Engagement with the entire UN membership is crucial for achieving broad support for the prevention of mass atrocities and the implementation of R2P. Since its inception in 2008 the Global Centre has worked with UN member states in the UN General Assembly to help strengthen consensus on the Responsibility to Protect, promote the development of the norm, and encourage states to uphold their individual and collective responsibilities to the prevention of genocide, war crimes, crimes against humanity and ethnic cleansing.
Since 2009 the UN Secretary-General has released an annual report on the Responsibility to Protect. Following its publication the General Assembly has held either a formal debate (2009, 2018, 2019, 2021, 2022) or informal interactive dialogue (2010-2017) on R2P. Ahead of the meeting the Global Centre has coordinated an annual advocacy campaign aimed at bolstering participation by UN member states and suggesting talking points to be highlighted in national statements. In previous years Global Centre staff have helped organize consultations between states and the UN Secretary-General’s Special Adviser on the Responsibility to Protect prior to the publication of the report.
The Global Centre also played an advocacy role in supporting efforts by states to include R2P on the formal agenda of the General Assembly’s 72nd-75th sessions as well as the passage of Resolution 75/277, which formalized the inclusion of the debate on the General Assembly’s agenda going forward. The formal debate had a number of procedural benefits as compared to the previous informal interactive dialogue format. Formal debates allocate more time for member state interventions and provide an opportunity for states to have an on-the-record exchange regarding best practices on the prevention of, and response to, atrocities. This also enables the General Assembly to maintain a full record of the response of states to the Secretary-General’s annual report on R2P.
The Global Centre produces an annual summary of the General Assembly’s meeting. Links to statements delivered by individual states during the 2010-2017 informal interactive dialogues are also available on our resources page.
Every year the opening of the General Assembly in September provides the Global Centre with an opportunity to highlight developments regarding R2P and discuss strategies for the prevention of mass atrocity crimes.

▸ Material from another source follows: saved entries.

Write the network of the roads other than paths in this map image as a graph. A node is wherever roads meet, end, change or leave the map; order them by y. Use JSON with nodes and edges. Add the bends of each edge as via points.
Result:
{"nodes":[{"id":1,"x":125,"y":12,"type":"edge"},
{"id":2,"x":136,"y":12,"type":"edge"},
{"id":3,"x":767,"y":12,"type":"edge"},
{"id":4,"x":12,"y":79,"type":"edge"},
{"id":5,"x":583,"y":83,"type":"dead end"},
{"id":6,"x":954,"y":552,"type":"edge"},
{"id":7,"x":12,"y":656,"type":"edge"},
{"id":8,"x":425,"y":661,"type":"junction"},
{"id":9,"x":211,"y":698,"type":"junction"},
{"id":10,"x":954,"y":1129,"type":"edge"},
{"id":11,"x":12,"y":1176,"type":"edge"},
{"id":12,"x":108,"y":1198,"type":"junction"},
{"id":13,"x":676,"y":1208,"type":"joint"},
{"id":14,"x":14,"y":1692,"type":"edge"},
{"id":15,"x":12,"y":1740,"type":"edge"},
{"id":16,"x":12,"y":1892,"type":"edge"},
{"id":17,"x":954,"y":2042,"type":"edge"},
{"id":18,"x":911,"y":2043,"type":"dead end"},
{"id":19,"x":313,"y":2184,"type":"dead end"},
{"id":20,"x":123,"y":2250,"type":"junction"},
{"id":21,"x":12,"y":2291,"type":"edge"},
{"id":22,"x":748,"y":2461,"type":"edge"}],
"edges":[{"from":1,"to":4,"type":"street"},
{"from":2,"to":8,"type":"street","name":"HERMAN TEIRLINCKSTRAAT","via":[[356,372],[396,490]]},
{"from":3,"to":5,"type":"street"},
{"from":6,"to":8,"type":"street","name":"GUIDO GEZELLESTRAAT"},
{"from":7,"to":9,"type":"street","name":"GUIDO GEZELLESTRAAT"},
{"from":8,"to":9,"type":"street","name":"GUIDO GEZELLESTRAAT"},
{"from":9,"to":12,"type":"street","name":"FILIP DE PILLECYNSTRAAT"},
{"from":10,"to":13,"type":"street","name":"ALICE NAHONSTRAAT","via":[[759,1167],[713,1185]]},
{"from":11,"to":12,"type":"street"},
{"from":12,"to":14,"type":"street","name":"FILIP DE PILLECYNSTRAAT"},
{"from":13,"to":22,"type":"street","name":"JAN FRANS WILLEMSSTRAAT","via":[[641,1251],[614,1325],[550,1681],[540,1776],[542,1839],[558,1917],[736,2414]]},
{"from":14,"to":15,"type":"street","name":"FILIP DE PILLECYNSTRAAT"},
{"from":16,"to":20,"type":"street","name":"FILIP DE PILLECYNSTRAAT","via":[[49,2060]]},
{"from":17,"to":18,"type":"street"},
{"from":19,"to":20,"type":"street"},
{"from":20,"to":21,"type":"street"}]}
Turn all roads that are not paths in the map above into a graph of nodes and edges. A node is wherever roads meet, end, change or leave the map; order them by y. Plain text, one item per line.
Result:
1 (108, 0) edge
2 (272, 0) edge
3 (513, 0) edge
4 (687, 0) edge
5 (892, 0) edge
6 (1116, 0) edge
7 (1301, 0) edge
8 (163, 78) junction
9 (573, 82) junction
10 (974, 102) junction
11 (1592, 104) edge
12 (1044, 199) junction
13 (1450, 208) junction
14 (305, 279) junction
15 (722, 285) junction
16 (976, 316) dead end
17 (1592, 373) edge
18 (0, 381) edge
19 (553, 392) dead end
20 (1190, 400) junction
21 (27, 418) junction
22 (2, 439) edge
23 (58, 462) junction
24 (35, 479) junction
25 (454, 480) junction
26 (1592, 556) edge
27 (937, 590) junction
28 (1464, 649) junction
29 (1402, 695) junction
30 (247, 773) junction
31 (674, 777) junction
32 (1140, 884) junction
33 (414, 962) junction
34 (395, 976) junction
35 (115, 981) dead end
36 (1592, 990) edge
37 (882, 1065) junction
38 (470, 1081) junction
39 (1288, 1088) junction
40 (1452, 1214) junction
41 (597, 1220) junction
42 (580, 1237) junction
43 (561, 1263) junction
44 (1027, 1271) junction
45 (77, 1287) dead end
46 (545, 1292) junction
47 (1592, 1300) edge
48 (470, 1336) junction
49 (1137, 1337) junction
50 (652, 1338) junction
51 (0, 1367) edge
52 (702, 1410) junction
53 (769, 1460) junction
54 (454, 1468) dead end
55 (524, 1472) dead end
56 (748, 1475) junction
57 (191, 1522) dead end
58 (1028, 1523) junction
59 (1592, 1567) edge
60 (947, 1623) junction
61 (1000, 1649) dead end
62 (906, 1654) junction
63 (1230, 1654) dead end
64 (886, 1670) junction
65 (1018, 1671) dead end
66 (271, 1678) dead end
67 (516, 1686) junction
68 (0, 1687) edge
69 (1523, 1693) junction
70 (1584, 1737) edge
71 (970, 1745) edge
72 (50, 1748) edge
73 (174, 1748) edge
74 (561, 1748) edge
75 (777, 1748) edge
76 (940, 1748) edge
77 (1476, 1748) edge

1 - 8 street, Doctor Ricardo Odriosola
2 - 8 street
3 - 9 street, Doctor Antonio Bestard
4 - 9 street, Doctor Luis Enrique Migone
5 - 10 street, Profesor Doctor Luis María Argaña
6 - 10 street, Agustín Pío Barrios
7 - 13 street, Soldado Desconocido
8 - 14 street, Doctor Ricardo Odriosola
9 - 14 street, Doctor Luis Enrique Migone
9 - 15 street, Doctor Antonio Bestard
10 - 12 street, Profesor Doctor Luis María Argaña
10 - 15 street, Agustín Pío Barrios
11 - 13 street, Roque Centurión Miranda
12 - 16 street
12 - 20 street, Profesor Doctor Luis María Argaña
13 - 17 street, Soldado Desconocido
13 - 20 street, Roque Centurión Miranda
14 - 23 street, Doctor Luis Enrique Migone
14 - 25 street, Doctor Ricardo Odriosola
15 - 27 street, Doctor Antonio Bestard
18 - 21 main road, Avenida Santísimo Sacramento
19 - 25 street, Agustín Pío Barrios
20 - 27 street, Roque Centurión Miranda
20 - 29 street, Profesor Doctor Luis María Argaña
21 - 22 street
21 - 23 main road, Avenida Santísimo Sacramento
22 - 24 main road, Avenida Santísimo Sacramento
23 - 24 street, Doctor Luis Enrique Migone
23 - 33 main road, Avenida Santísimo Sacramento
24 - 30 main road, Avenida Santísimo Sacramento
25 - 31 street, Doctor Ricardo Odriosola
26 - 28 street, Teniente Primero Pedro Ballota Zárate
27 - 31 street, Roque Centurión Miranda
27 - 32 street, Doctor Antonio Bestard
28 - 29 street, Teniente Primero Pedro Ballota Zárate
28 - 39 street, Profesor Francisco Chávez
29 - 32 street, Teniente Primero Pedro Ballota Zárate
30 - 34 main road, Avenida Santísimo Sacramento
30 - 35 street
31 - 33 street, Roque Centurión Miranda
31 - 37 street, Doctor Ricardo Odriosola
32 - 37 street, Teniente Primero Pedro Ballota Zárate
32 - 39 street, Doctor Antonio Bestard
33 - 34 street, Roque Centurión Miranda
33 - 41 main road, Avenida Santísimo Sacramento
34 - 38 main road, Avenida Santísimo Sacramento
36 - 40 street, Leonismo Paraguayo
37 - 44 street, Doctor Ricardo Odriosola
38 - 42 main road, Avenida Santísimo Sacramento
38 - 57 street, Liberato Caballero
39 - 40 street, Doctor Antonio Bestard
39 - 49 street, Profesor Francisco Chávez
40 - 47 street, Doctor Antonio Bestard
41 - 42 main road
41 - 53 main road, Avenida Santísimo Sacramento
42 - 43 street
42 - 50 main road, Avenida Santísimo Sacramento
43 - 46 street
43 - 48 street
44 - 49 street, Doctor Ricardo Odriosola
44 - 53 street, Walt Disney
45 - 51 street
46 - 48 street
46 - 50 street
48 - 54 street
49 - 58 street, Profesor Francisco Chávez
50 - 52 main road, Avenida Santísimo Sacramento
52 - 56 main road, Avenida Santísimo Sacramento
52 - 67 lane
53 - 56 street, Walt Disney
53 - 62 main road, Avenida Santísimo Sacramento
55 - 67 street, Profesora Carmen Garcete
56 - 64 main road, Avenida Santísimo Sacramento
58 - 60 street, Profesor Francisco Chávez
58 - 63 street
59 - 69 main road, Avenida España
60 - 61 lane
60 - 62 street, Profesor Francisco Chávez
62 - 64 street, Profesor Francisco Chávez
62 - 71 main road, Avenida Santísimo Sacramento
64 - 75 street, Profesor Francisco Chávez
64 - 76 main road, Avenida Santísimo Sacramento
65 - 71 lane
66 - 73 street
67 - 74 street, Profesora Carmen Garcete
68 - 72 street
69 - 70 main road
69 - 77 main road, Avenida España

With member states and other civil society organizations the Global Centre co-hosts a number of events each year and our staff also deliver statements at other high-level events.
Since 2008 the Global Centre has hosted an annual Ministerial Meeting on R2P. The meeting brings together a cross-regional group of states to discuss the way forward for R2P and was an important annual event for governments who are committed to ending mass atrocity crimes. The meeting is an opportunity for United Nations member states to affirm their commitment to R2P, as well as to discuss and debate issues pertaining to the prevention of mass atrocity crimes and the protection of populations at risk.
Since 2015 the Global Centre has also co-hosted a number of other side-events during High-Level week connecting R2P to related initiatives. Such events have focused on the Security Council Code of Conduct and veto restraint in situations of mass atrocities, the role of religious leaders in the prevention of mass atrocity crimes, the protection of cultural heritage, peacekeeping and civilian protection, international justice and accountability for sexual violence in conflict, and hate speech, Women, Peace and Security, as well as on strategies for bridging the gap between NY and Geneva.
The General Assembly’s Third Committee, one of the six Main Committees, is allocated agenda items related to social, humanitarian and cultural matters, including human rights. Systematic or widespread human rights violations and abuses often serve as one of the key early warning signs of possible mass atrocity crimes. In turn, effective atrocity prevention strategies must begin with the protection and promotion of fundamental human rights, a central component of the work of the Third Committee. The Global Centre for the Responsibility to Protect has provided member states with targeted recommendations and talking points for the various debates on country situations, as well as thematic discussions.